If a line below contains "road", count it. Report the final total and nothing more.

───

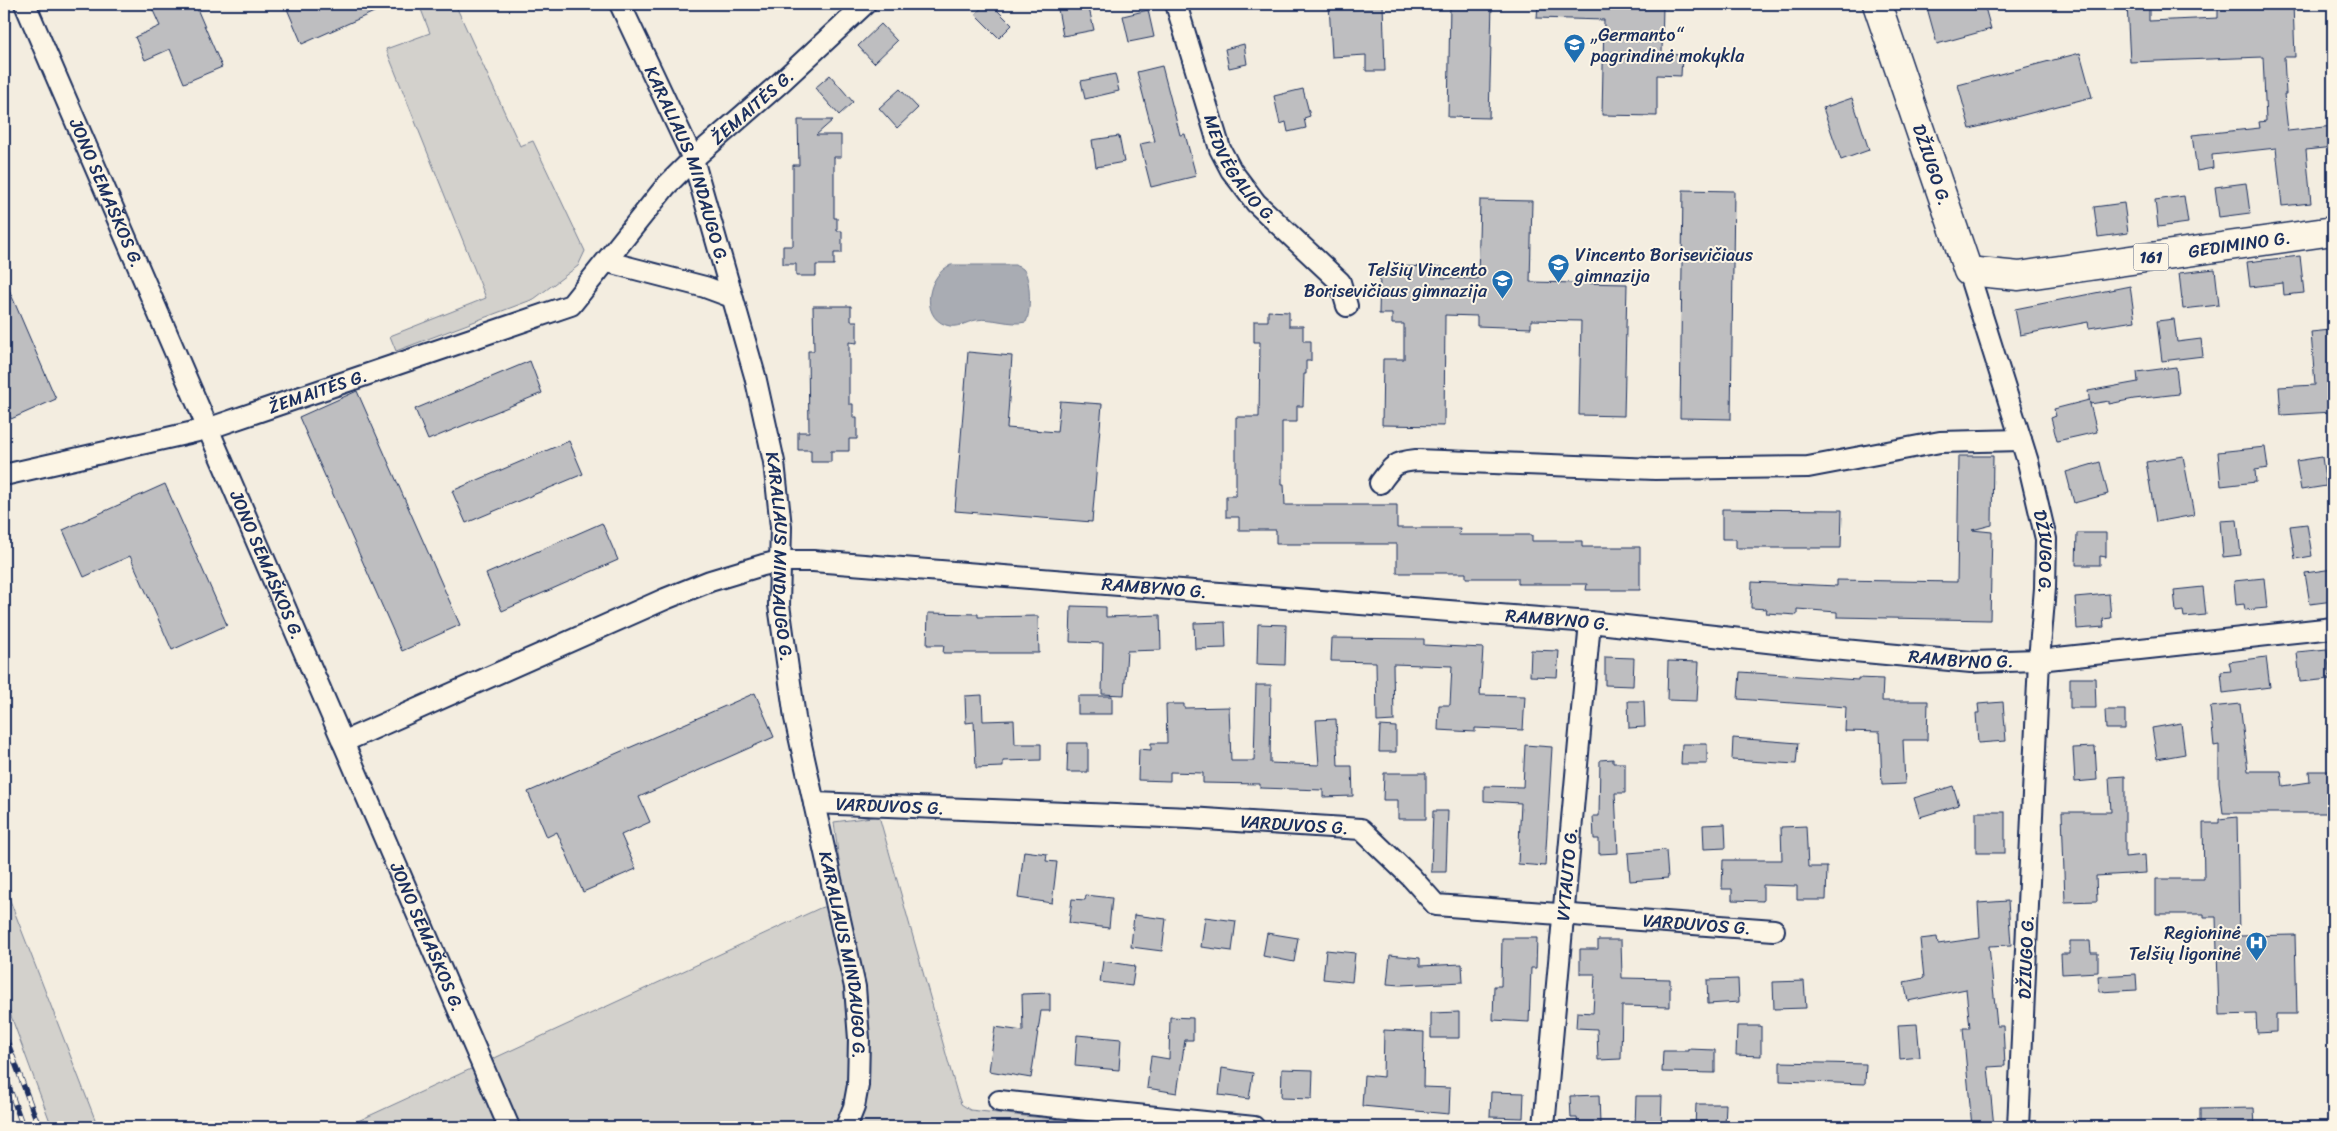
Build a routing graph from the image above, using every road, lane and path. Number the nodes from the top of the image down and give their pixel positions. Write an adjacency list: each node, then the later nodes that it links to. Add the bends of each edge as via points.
1 (25, 4): 12 (street, JONO SEMAŠKOS G.)
2 (620, 4): 6 (street, KARALIAUS MINDAUGO G.)
3 (865, 4): 6 (street, ŽEMAITĖS G.)
4 (1176, 4): 11 (street, MEDVĖGALIO G., via 1220,149 1231,170 1256,203 1340,282)
5 (1877, 4): 9 (main road, DŽIUGO G.)
6 (693, 159): 8 (street, ŽEMAITĖS G., via 666,186); 10 (street, KARALIAUS MINDAUGO G.)
7 (2333, 231): 9 (main road, GEDIMINO G. / 161, via 2019,276)
8 (608, 262): 10 (street, via 705,287); 12 (street, ŽEMAITĖS G., via 571,305)
9 (1968, 271): 13 (street, DŽIUGO G.)
10 (732, 298): 16 (street, KARALIAUS MINDAUGO G., via 755,376 774,462 781,528)
11 (1347, 306)
12 (207, 429): 14 (street, ŽEMAITĖS G.); 20 (street, JONO SEMAŠKOS G.)
13 (2021, 440): 15 (street, via 1940,442 1808,467 1655,469 1400,461); 19 (street, DŽIUGO G., via 2046,539)
14 (4, 475)
15 (1380, 483)
16 (780, 561): 17 (street, RAMBYNO G., via 930,569); 20 (street, RAMBYNO G., via 710,581 665,599); 21 (street, KARALIAUS MINDAUGO G., via 779,605 795,718)
17 (1590, 622): 19 (street, RAMBYNO G., via 1971,662); 22 (street, VYTAUTO G.)
18 (2333, 628): 19 (street, RAMBYNO G.)
19 (2039, 660): 30 (street, DŽIUGO G.)
20 (343, 742): 26 (street, JONO SEMAŠKOS G.)
21 (814, 803): 22 (street, VARDUVOS G., via 1190,818 1361,829 1412,877 1436,905); 27 (street, KARALIAUS MINDAUGO G., via 854,987 860,1038 858,1085)
22 (1562, 915): 23 (street, VARDUVOS G.); 29 (street, VYTAUTO G.)
23 (1774, 930)
24 (999, 1101): 25 (street)
25 (1139, 1122): 28 (street)
26 (509, 1127)
27 (846, 1127)
28 (1254, 1127)
29 (1544, 1127)
30 (2018, 1127)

───

## Your solution
3